Mendel fought back out of the shadow—back to the policeman, and the sick men lying in the rows of beds, and the dead man lying in the bed which had just been surrounded by a screen, and the simple, wonderful people in the waiting-room downstairs, and the sun streaming through the windows, and the teeming life outside in London—wonderful, splendid London, the very heart of the world. . . . It was well for Logan to lose sight of these things. He was a dying man. But Mendel was alive, never more alive than now, in face of the shadow of death, and he would not think the thoughts of a dying man unless they could be shaped in the likeness of life. He gathered together all his forces, summoned up everything that urged him towards life and towards art, and of his own strong living will plunged after Logan, no longer in obedience to Logan’s frozen purpose, but as a friend giving to his friend the meed that was due to him.

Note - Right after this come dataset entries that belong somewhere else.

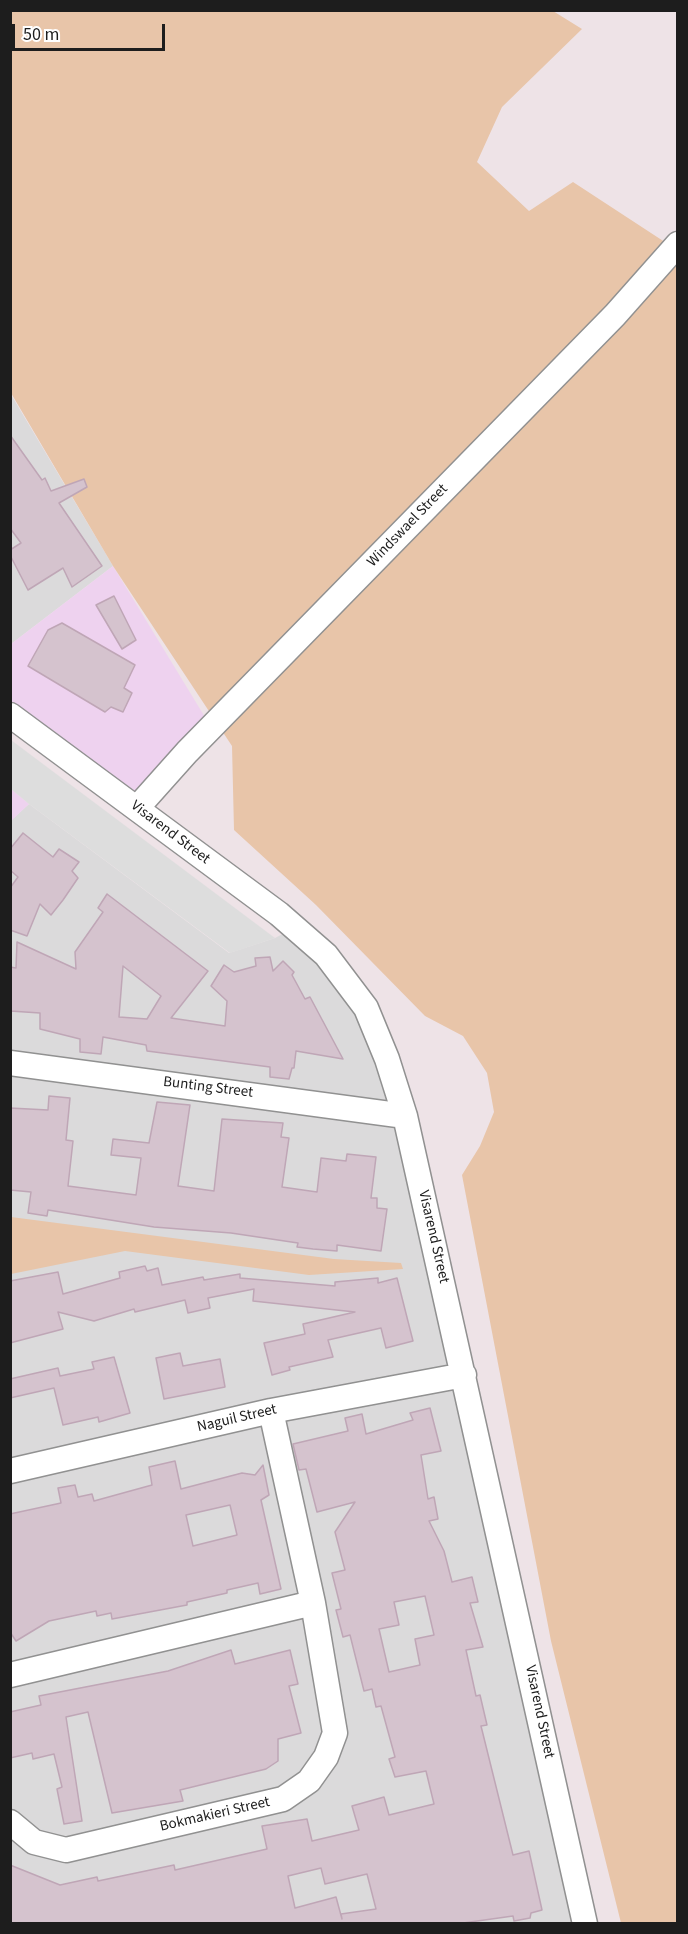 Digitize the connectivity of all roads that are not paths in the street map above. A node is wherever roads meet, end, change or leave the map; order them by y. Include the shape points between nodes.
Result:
1 (678, 244) edge
2 (10, 715) edge
3 (137, 808) junction
4 (10, 1063) edge
5 (405, 1116) junction
6 (464, 1375) junction
7 (270, 1411) junction
8 (10, 1471) edge
9 (313, 1603) junction
10 (10, 1675) edge
11 (10, 1822) edge
12 (585, 1923) edge

1 - 3 street, Windswael Street via 615,315 187,752
2 - 3 street, Visarend Street
3 - 5 street, Visarend Street via 279,914 326,955 366,1008
4 - 5 street, Bunting Street
5 - 6 street, Visarend Street
6 - 7 street, Naguil Street
6 - 12 street, Visarend Street
7 - 8 street, Naguil Street
7 - 9 street, Bokmakieri Street
9 - 10 street
9 - 11 street, Bokmakieri Street via 334,1733 326,1757 309,1780 284,1799 66,1850 34,1842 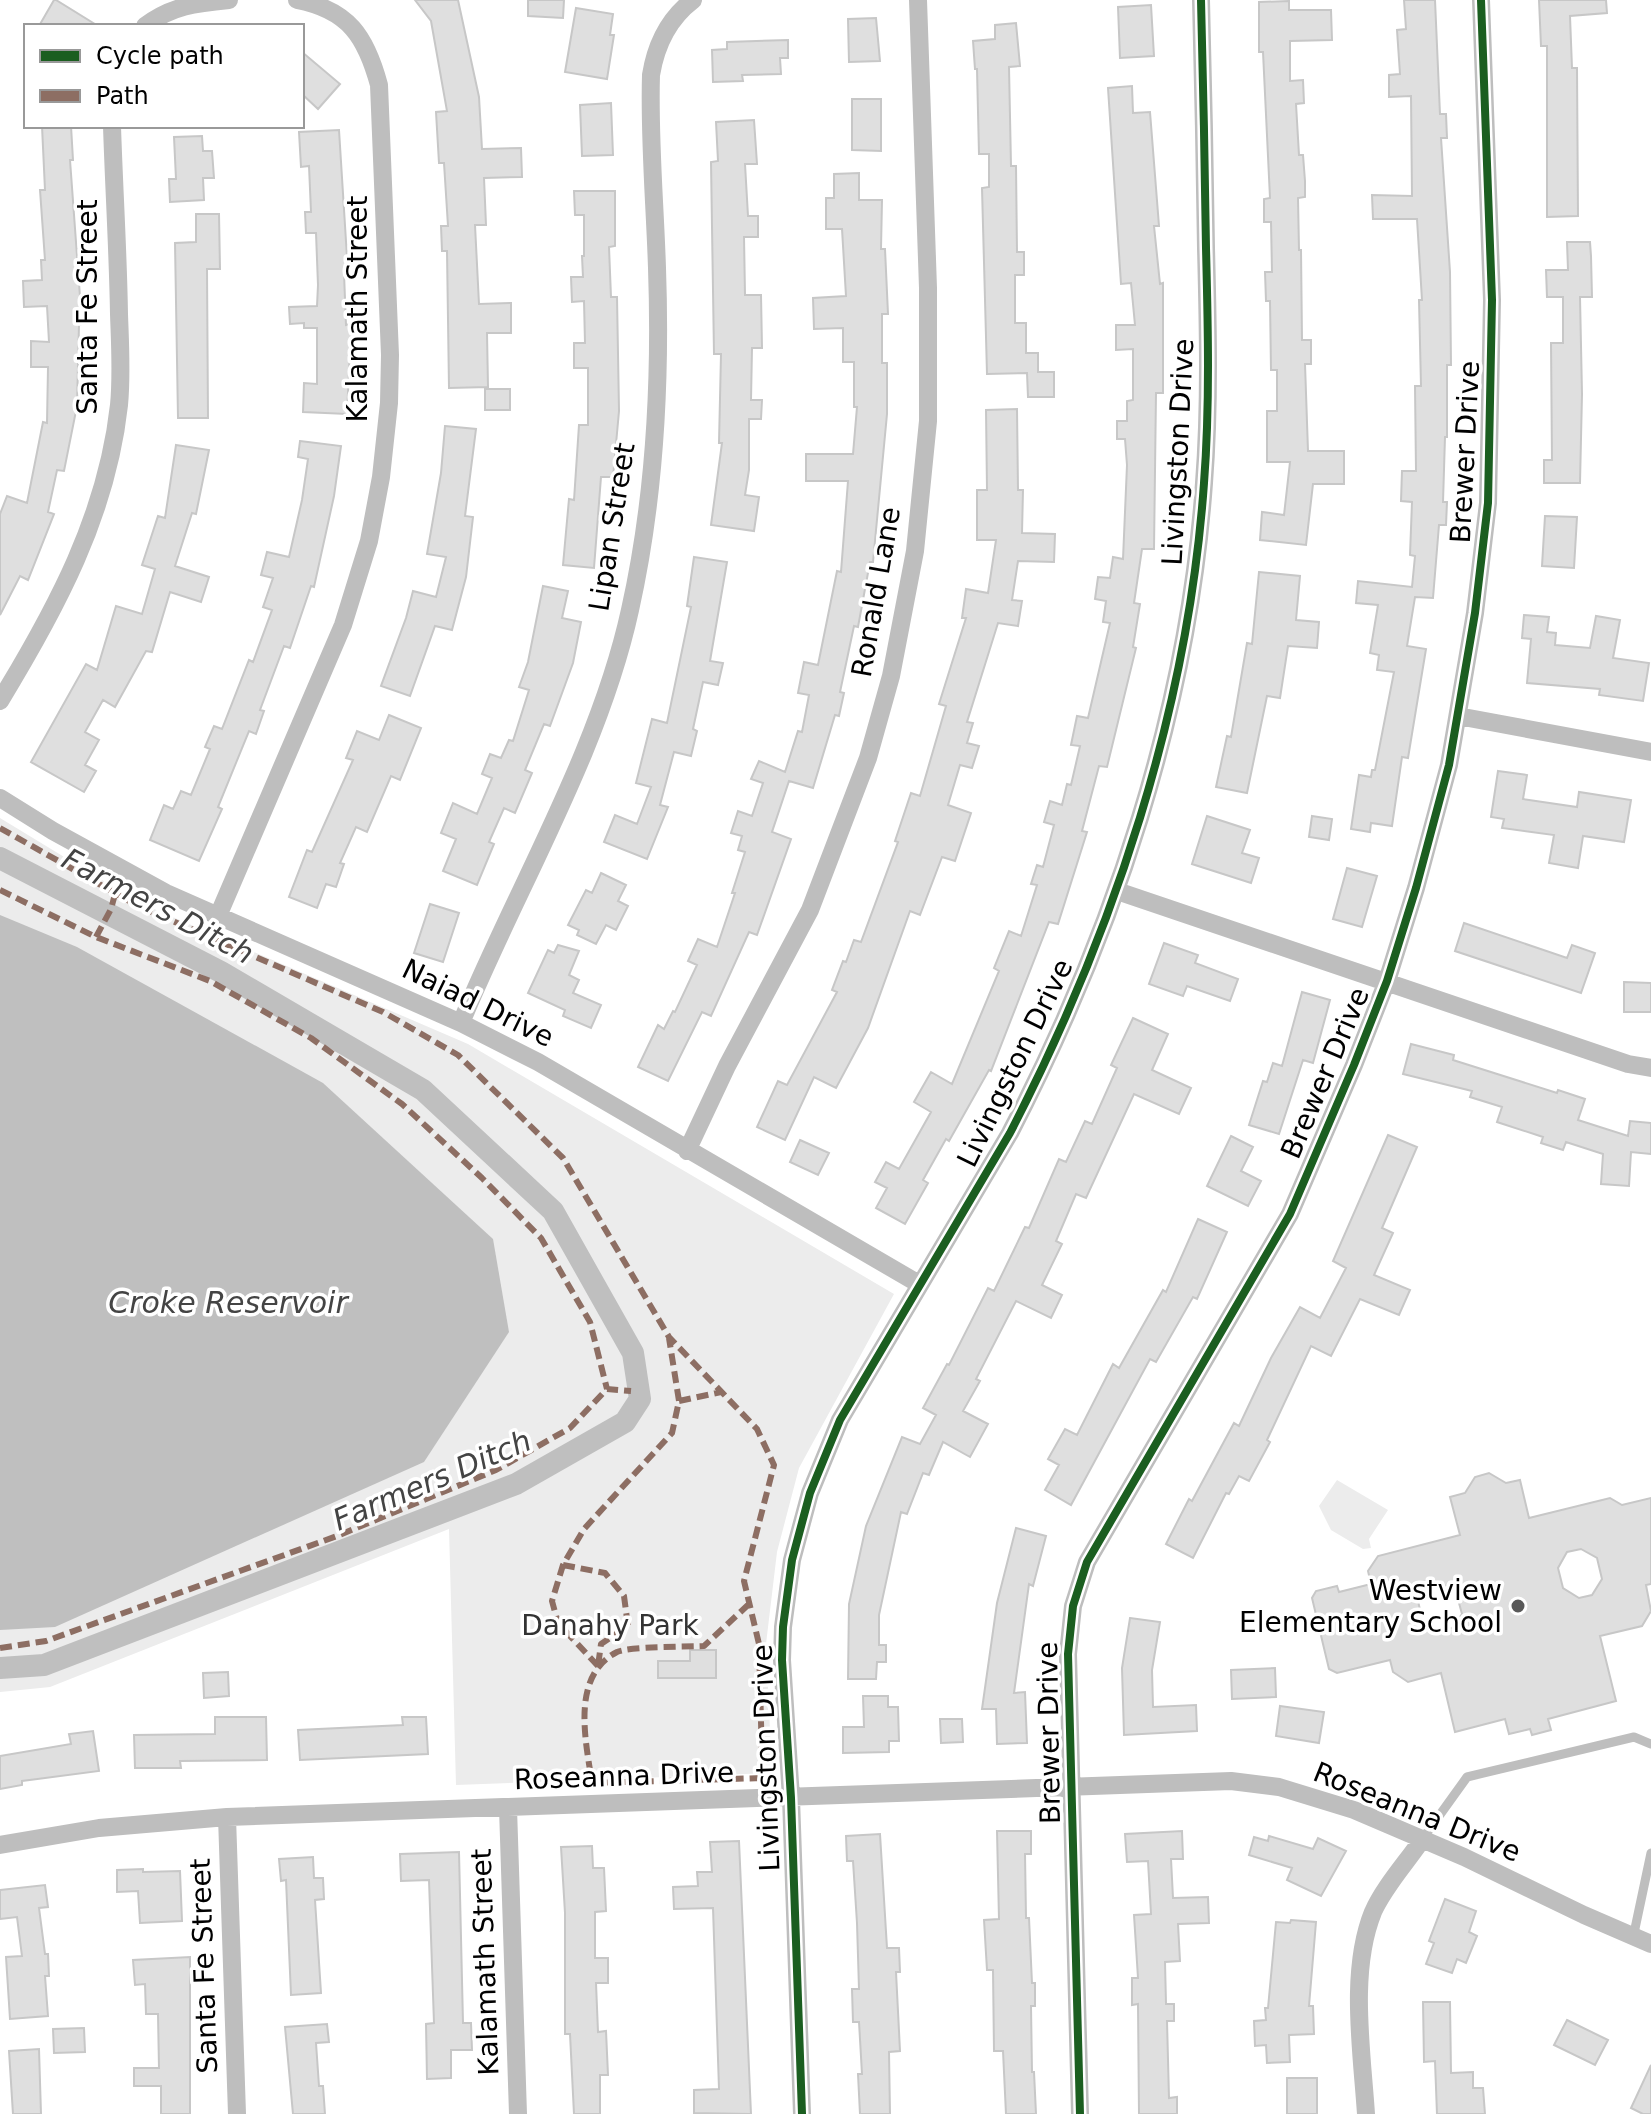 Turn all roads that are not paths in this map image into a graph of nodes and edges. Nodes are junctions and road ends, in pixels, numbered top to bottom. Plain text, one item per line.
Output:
1 (229, 0) edge
2 (297, 0) edge
3 (693, 0) edge
4 (918, 0) edge
5 (1201, 0) edge
6 (1481, 0) edge
7 (148, 24) edge
8 (112, 128) edge
9 (0, 701) edge
10 (1458, 716) junction
11 (1651, 752) edge
12 (0, 798) edge
13 (1117, 891) junction
14 (218, 916) junction
15 (1387, 981) junction
16 (461, 1023) junction
17 (1651, 1068) edge
18 (687, 1151) junction
19 (919, 1284) junction
20 (1651, 1744) edge
21 (1070, 1786) junction
22 (791, 1798) junction
23 (508, 1808) junction
24 (227, 1817) junction
25 (1421, 1841) junction
26 (0, 1845) edge
27 (1651, 1853) edge
28 (1642, 1941) edge
29 (237, 2114) edge
30 (518, 2114) edge
31 (802, 2114) edge
32 (1080, 2114) edge
33 (1366, 2114) edge

1 - 7 street
2 - 14 street, Kalamath Street
3 - 16 street, Lipan Street
4 - 18 street, Ronald Lane
5 - 13 street, Livingston Drive
6 - 10 street, Brewer Drive
8 - 9 street, Santa Fe Street
10 - 11 street
10 - 15 street, Brewer Drive
12 - 14 street, Naiad Drive
13 - 15 street
13 - 19 street, Livingston Drive
14 - 16 street, Naiad Drive
15 - 17 street
15 - 21 street, Brewer Drive
16 - 18 street, Naiad Drive
18 - 19 street, Naiad Drive
19 - 22 street, Livingston Drive
20 - 25 lane
21 - 22 street, Roseanna Drive
21 - 25 street, Roseanna Drive
21 - 32 street, Brewer Drive
22 - 23 street, Roseanna Drive
22 - 31 street, Livingston Drive
23 - 24 street, Roseanna Drive
23 - 30 street, Kalamath Street
24 - 26 street, Roseanna Drive
24 - 29 street, Santa Fe Street
25 - 28 street, Roseanna Drive
25 - 33 street
27 - 28 lane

He took Logan’s hand and pressed it, and chafed it gently to make it warm, and Logan smiled at him, and an expression of anguish came into his face as the warmth of his friend wrapped him round, penetrated him, thawed and melted his purpose, with which he had lived for so many empty, solitary days until it had driven him to make an end. The coldness in his friend touched Mendel’s heart and was like a stab through it, and he felt soon a marvellous release, as if his blood were flowing again, and it seemed that the weaknesses on which Logan had laid his finger were borne down with him into the shadow.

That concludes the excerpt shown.